He was born in London on 12 April 1888 to Henry Kimber, a printing engineer and his wife Fanny. After attending Stockport Grammar School he joined his father's company and took an early interest in motor cycles buying a Rex model, but after an accident on a friend's machine that severely damaged his right leg he took to cars and in 1913 bought a 10hp Singer. This interest caused him to leave the family firm in 1914 and get a job with Sheffield-Simplex as assistant to the chief designer. During World War 1 he moved first to AC Cars and then to component supplier E.G. Wrigley. He made a large personal financial investment in Wrigleys but he lost this when the company lost heavily on a deal with Angus-Sanderson for whom he had styled their radiator. Wrigley had also been a major supplier to the Morris Motor Company and was bought by them in 1923 and presumably with the help of contacts, Kimber got a job in 1921 as Sales manager with Morris Garages, their agency in Oxford.

While there he developed a range of special bodies for Morris cars eventually leading in 1928 to the founding of M.G. as a separate marque specialising in sports cars.

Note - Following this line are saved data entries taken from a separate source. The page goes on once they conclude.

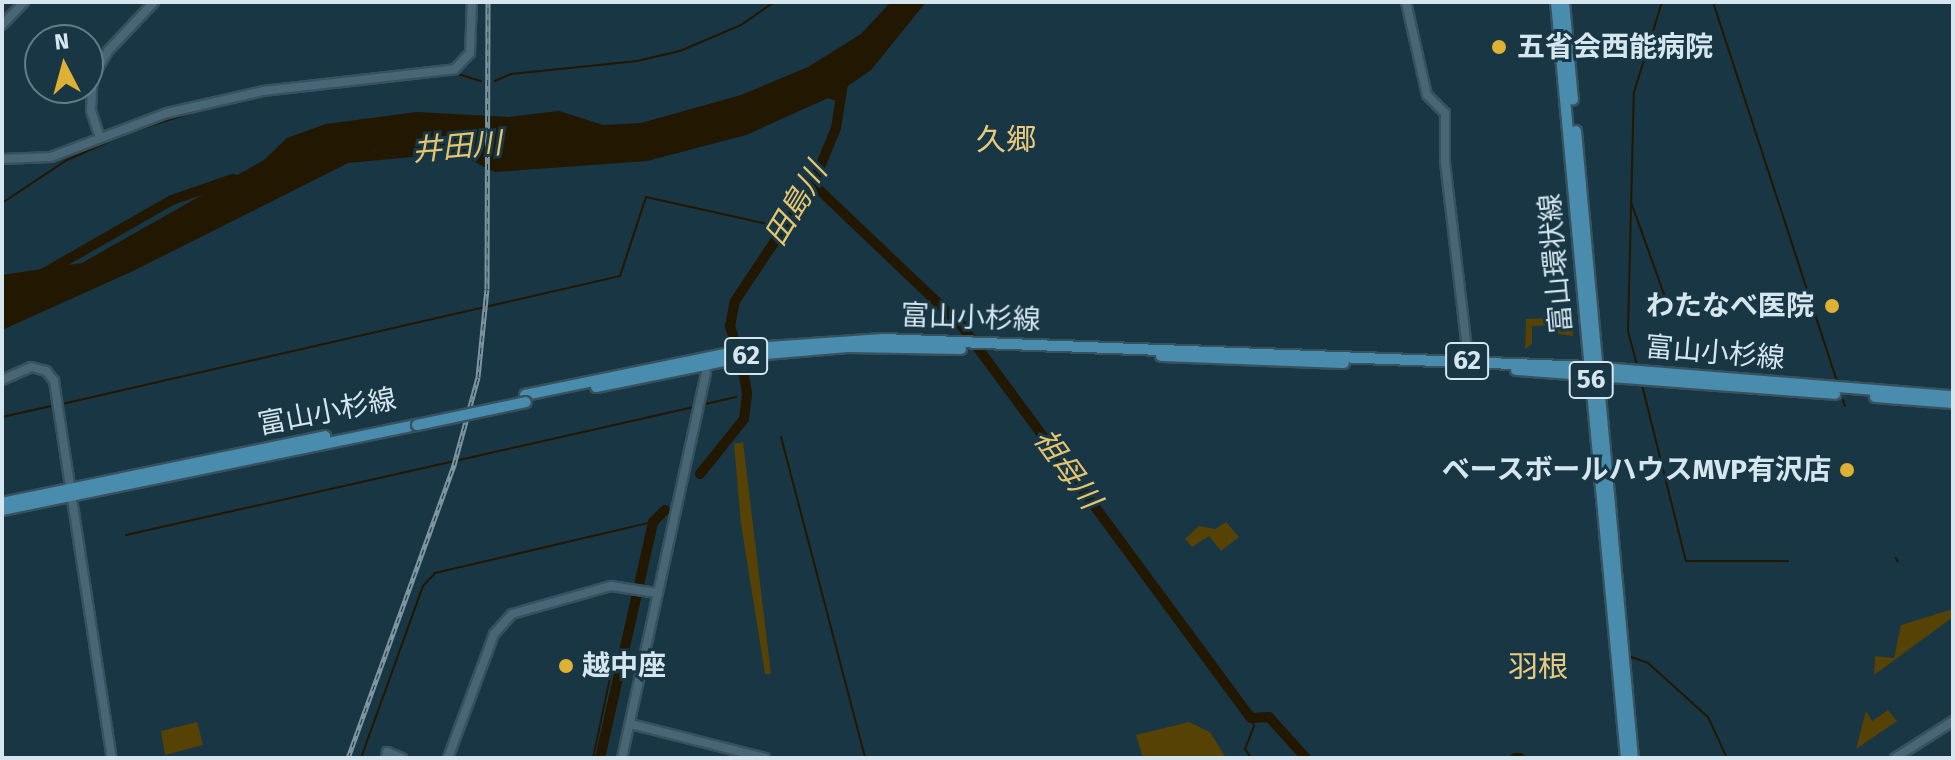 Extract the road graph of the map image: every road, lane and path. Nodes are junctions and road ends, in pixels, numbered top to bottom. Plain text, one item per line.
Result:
1 (24, 2) edge
2 (154, 2) edge
3 (472, 2) edge
4 (1406, 2) edge
5 (1556, 2) edge
6 (1564, 2) edge
7 (2, 25) edge
8 (100, 138) junction
9 (2, 159) edge
10 (703, 361) junction
11 (1468, 364) junction
12 (1595, 372) junction
13 (2, 380) edge
14 (1953, 396) edge
15 (1953, 403) edge
16 (69, 492) junction
17 (2, 503) edge
18 (2, 510) edge
19 (656, 593) junction
20 (1953, 721) edge
21 (631, 724) junction
22 (112, 758) edge
23 (386, 758) edge
24 (402, 758) edge
25 (448, 758) edge
26 (622, 758) edge
27 (765, 758) edge
28 (1626, 758) edge
29 (1633, 758) edge
30 (1895, 758) edge

1 - 7 street
2 - 8 street
3 - 8 street
4 - 11 street
5 - 12 main road, 富山環状線 / 56
6 - 12 main road, 富山環状線 / 56
8 - 9 street
10 - 11 main road, 富山小杉線 / 62
10 - 16 main road, 富山小杉線 / 62
10 - 19 street
11 - 12 main road, 富山小杉線 / 62
12 - 14 main road, 富山小杉線 / 62
12 - 15 main road, 富山小杉線 / 62
12 - 28 main road, 富山環状線 / 56
12 - 29 main road, 富山環状線 / 56
13 - 16 street
16 - 17 main road, 富山小杉線 / 62
16 - 18 main road, 富山小杉線 / 62
16 - 22 street
19 - 21 street
19 - 25 street
20 - 30 street
21 - 26 street
21 - 27 street
23 - 24 street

The new company moved from Oxford to Abingdon in 1929 and Kimber became managing director in July 1930. The main shareholder was William Morris himself and in 1935 he formally sold M.G. to Morris Motors which meant Kimber was no longer in sole control and had to take instructions from head office leading to him becoming increasingly disillusioned with his role.

With the outbreak of World War II, car production stopped and at first M.G. was reduced to making basic items for the armed forces until Kimber obtained contract work on aircraft but this was done without first obtaining approval and he was asked to resign and left in 1941.

He soon found other work first with coachbuilder Charlesworth and then with specialist piston maker Specialloid.

Freak accident

He was killed in a freak railway accident at King's Cross railway station, London in 1945. The wheels of the train on which he was travelling kept slipping on a newly replaced section of rail forcing the driver to pull to a stop in a tunnel. Unable to see in the darkness, the driver was unaware that the train had in fact started to slip back down the hill. A signalman, attempting to avert a collision with another train, decided to switch the points however the train was already too far back down the track. With the front and rear of the final carriage effectively running on different parallel lines there was nothing that anyone could do to prevent a collision with a metal signal gantry which proceeded to slice the overturned coach in two. Kimber was one of only two casualties.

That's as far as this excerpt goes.